Tembakau tumbuh subur pada suhu lingkungan antara 21–32,3 derajat Celsius. Mereka dapat berkembang biak pada dataran rendah sampai ketinggian 900 meter di atas permukan laut, tergantung varietasnya.

Jenis tembakau Deli misalnya, paling cocok ditanam pada tanah aluvial dan andosol. Sedangkan Virginia flu-cured sesuai untuk tanah podsolik, dengan derajat atau tingkat keasaman tanah mencapai 5,5–6.

Kegunaan dan Manfaat Tanaman Tembakau

Tembakau biasanya mengandung tar, nikotin, gas CO, dan NO. Hampir setiap bagiannya (kecuali biji) mengandung nikotin dengan jumlah yang bervariasi, tergantung varietas, jenis tanah, dan iklim pertumbuhannya.

Karena itu, tanaman ini dinilai lebih besar risiko daripada manfaatnya. Padahal jika dikelola secara baik dan benar, spesies N. tabacum dapat digunakan untuk berbagai kebutuhan, misalnya:

– Pembuatan Obat Herbal

Senyawa yang ada di dalam tanaman tobacco dinilai ampuh mengobati berbagai penyakit, seperti nyeri, sembelit, asam urat, kejang-kejang, dan keracunan akibat gigitan reptil atau serangga berbisa.

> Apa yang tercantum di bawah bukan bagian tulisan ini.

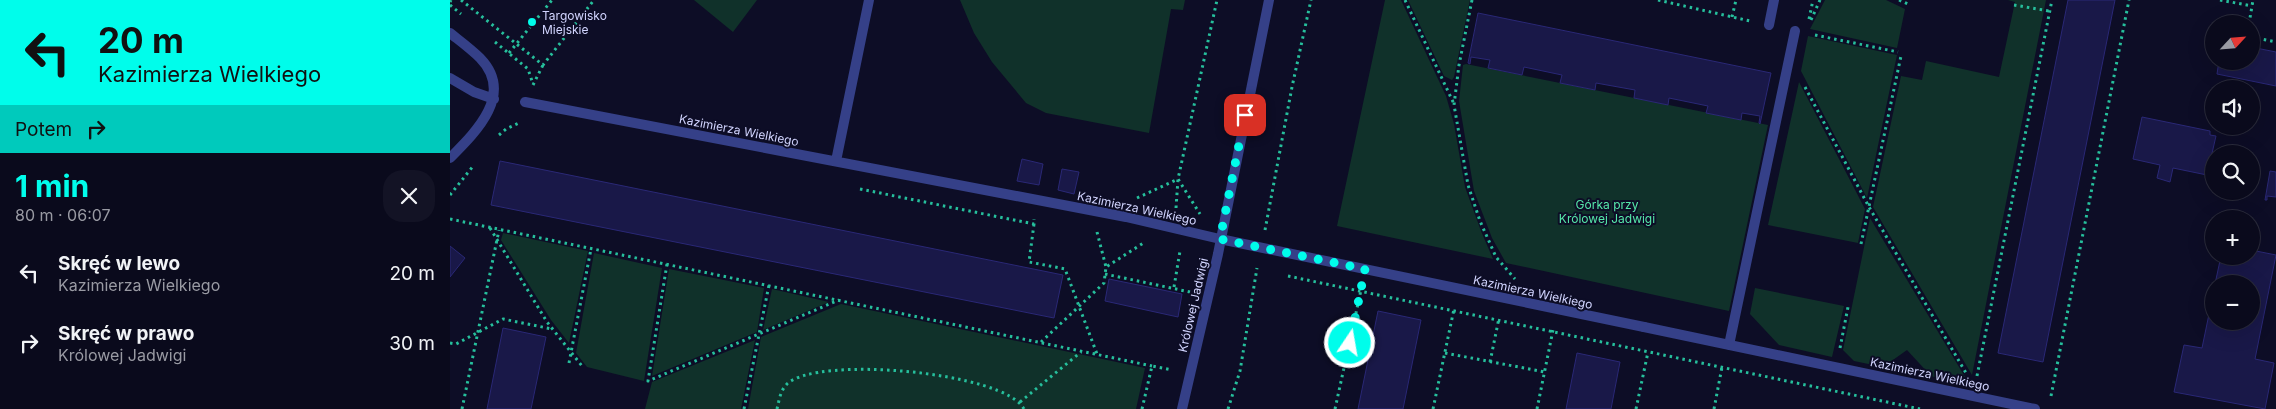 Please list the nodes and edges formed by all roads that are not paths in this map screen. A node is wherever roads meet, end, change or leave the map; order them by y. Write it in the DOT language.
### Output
graph roads {
  1 [pos="869,0"];
  2 [pos="1269,0"];
  3 [pos="1774,0"];
  4 [pos="1769,25"];
  5 [pos="1795,31"];
  6 [pos="450,33"];
  7 [pos="450,78"];
  8 [pos="494,99"];
  9 [pos="525,102"];
  10 [pos="450,158"];
  11 [pos="836,161"];
  12 [pos="1220,239"];
  13 [pos="1729,345"];
  14 [pos="1182,409"];
  15 [pos="2035,409"];
  1 -- 11 [label="street"];
  2 -- 12 [label="street, Królowej Jadwigi"];
  3 -- 4 [label="street"];
  5 -- 13 [label="street"];
  6 -- 8 [label="street"];
  7 -- 8 [label="street"];
  8 -- 10 [label="street"];
  9 -- 11 [label="street, Kazimierza Wielkiego"];
  11 -- 12 [label="street, Kazimierza Wielkiego"];
  12 -- 13 [label="street, Kazimierza Wielkiego"];
  12 -- 14 [label="street, Królowej Jadwigi"];
  13 -- 15 [label="street, Kazimierza Wielkiego"];
} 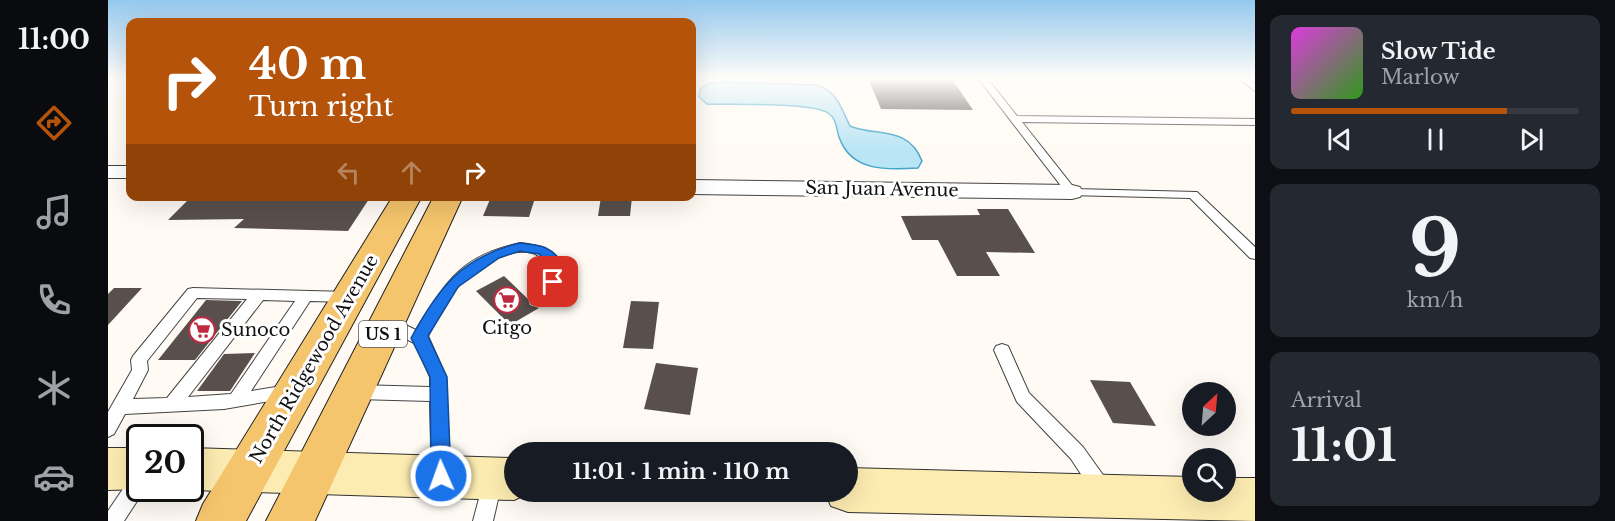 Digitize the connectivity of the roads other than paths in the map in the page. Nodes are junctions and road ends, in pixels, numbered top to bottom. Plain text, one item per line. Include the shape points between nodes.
1 (1002, 102) edge
2 (1015, 119) junction
3 (1255, 122) edge
4 (108, 172) edge
5 (126, 172) edge
6 (696, 187) edge
7 (1072, 192) junction
8 (405, 201) edge
9 (447, 201) edge
10 (1255, 255) edge
11 (258, 295) junction
12 (306, 296) junction
13 (350, 297) junction
14 (537, 300) dead end
15 (404, 330) junction
16 (1002, 350) dead end
17 (296, 391) junction
18 (355, 392) junction
19 (439, 394) junction
20 (236, 400) junction
21 (172, 404) junction
22 (120, 407) junction
23 (108, 429) edge
24 (108, 469) edge
25 (126, 469) edge
26 (204, 469) edge
27 (251, 469) junction
28 (316, 471) junction
29 (441, 476) junction
30 (504, 478) edge
31 (858, 490) edge
32 (1107, 498) junction
33 (126, 501) edge
34 (1255, 501) edge
35 (113, 521) edge
36 (220, 521) edge
37 (290, 521) edge
38 (483, 521) edge

1 - 2 lane
2 - 3 lane
2 - 7 lane
4 - 5 street
6 - 7 street, San Juan Avenue
7 - 10 lane via 1193,195
8 - 13 main road, North Ridgewood Avenue / US 1
9 - 15 main road, US 1
11 - 12 lane
11 - 21 lane
11 - 22 lane via 193,293 139,360 140,370
12 - 13 lane
12 - 20 lane
13 - 17 main road, North Ridgewood Avenue / US 1
14 - 15 lane via 553,282 558,266 543,250 519,247 494,255 453,283
15 - 18 main road, US 1
15 - 19 lane via 422,340 438,377
16 - 32 lane via 1023,397 1077,453
17 - 20 lane
17 - 27 main road, North Ridgewood Avenue / US 1
18 - 19 lane
18 - 28 main road, US 1
19 - 29 lane
20 - 21 lane
21 - 22 lane
22 - 23 lane
24 - 25 street
26 - 27 street
27 - 28 street
27 - 36 main road, North Ridgewood Avenue / US 1
28 - 29 street
28 - 37 main road, US 1
29 - 30 street
30 - 38 lane
31 - 32 street
32 - 34 street
33 - 35 lane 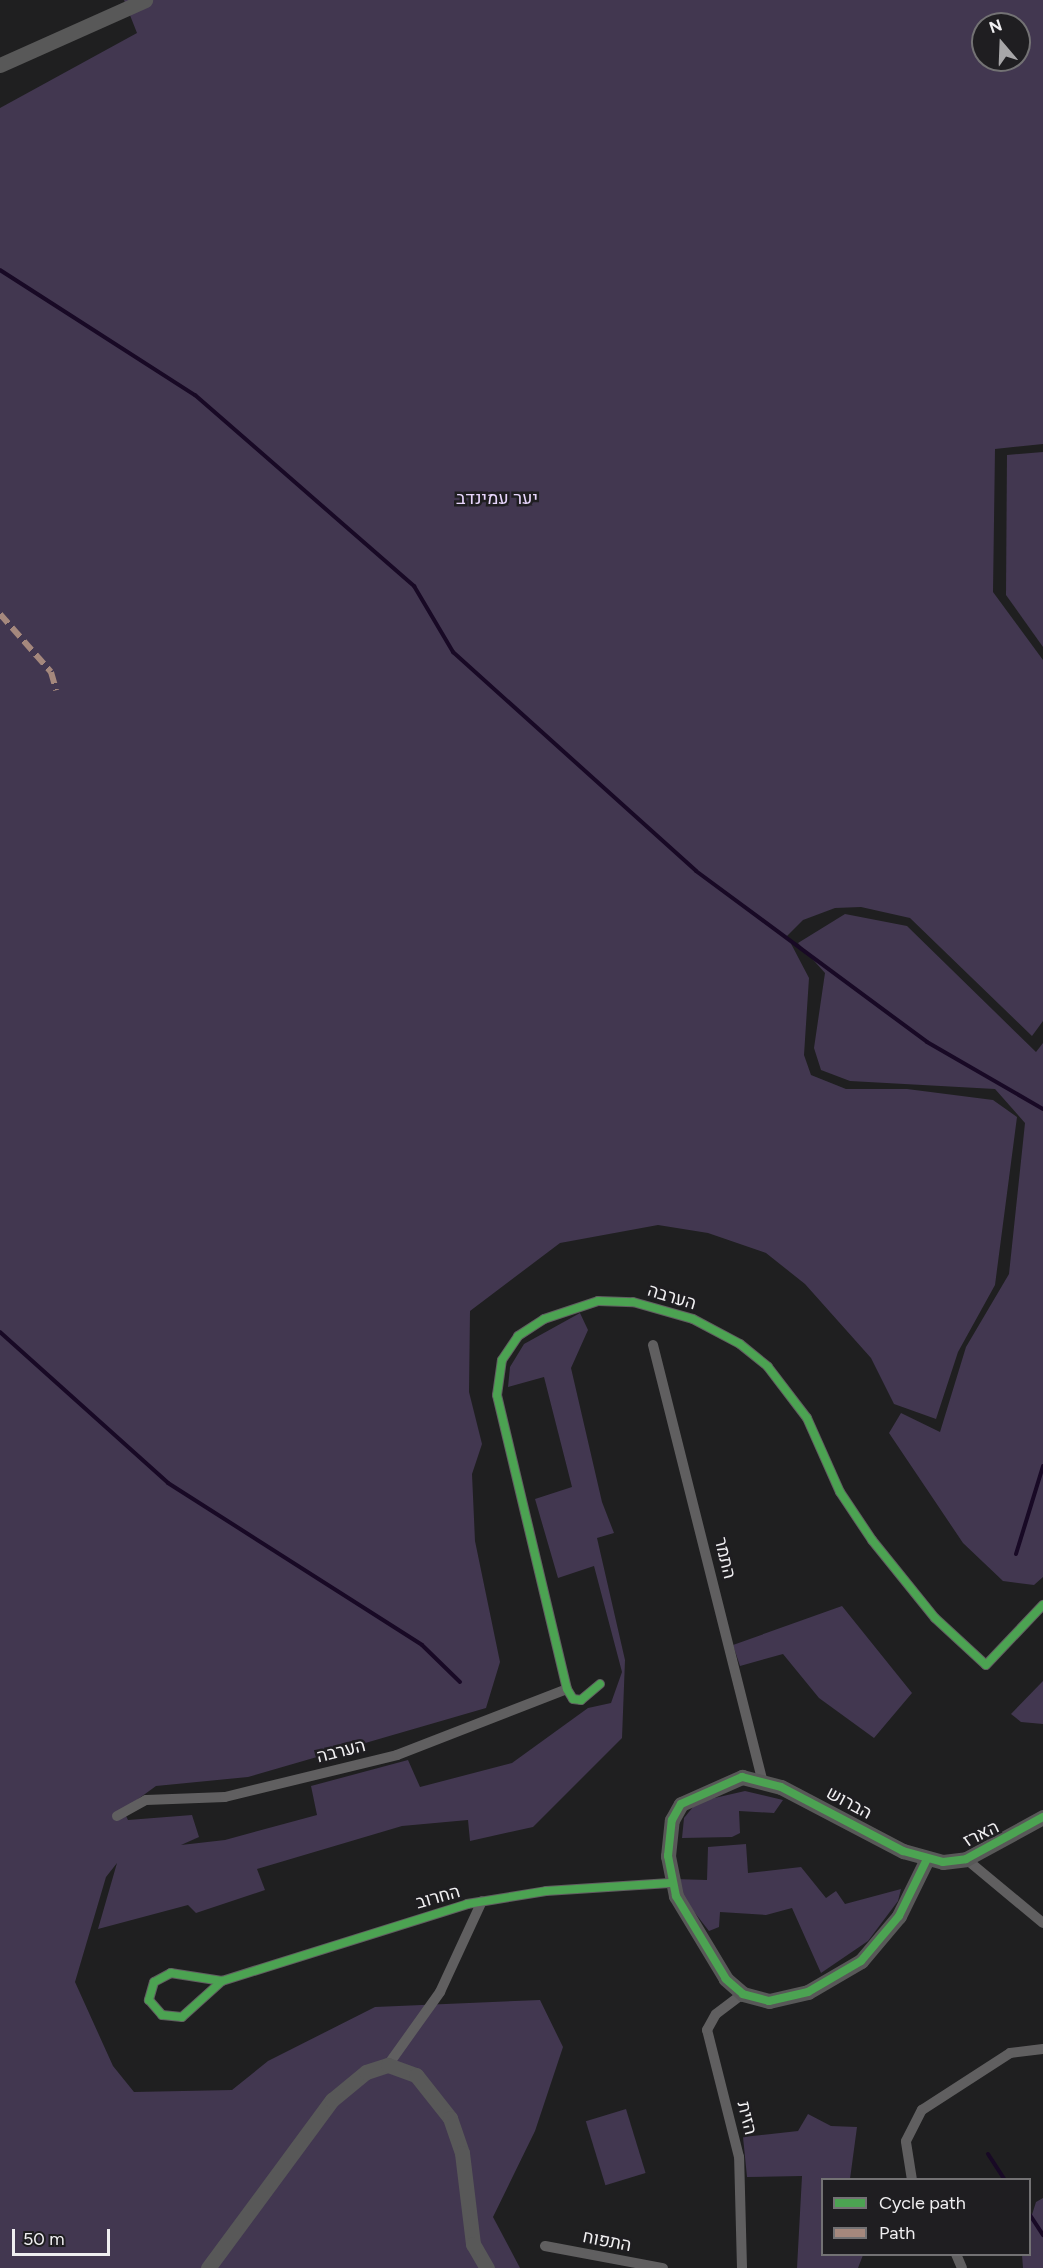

Bahkan, flora ini bisa bertindak sebagai stimulan napas. Tapal daunnya dapat dioleskan ke permukaan kulit untuk membantu mengurangi rasa gatal maupun nyeri ringan akibat reaksi alergi.

– Mempercepat Produksi Vaksin

Tobacco mengandung antigen yang sebanding dengan virus influenza, sehingga menjadikannya sebagai kandidat vaksin yang cukup potensial.

Dibandingkan virus influenza asli yang membutuhkan waktu satu bulan untuk menjadi vaksin, produksi vaksin dari tobacco ahli nilai lebih cepat.

– Membantu Proses Fitoremediasi

Fitoremediasi adalah upaya menggunakan tumbuhan dan bahan untuk membersihkan sampah dan masalah pencemaran lingkungan. Dengan cara ini, tanah, udara dan air yang tercemar dapat dibersihkan.

Tembakau dianggap sebagai salah satu tanaman yang sempurna untuk proses fitoremediasi, karena pucuk daunnya mengandung logam berat dan biomassa yang tinggi, serta pertumbuhan yang cepat.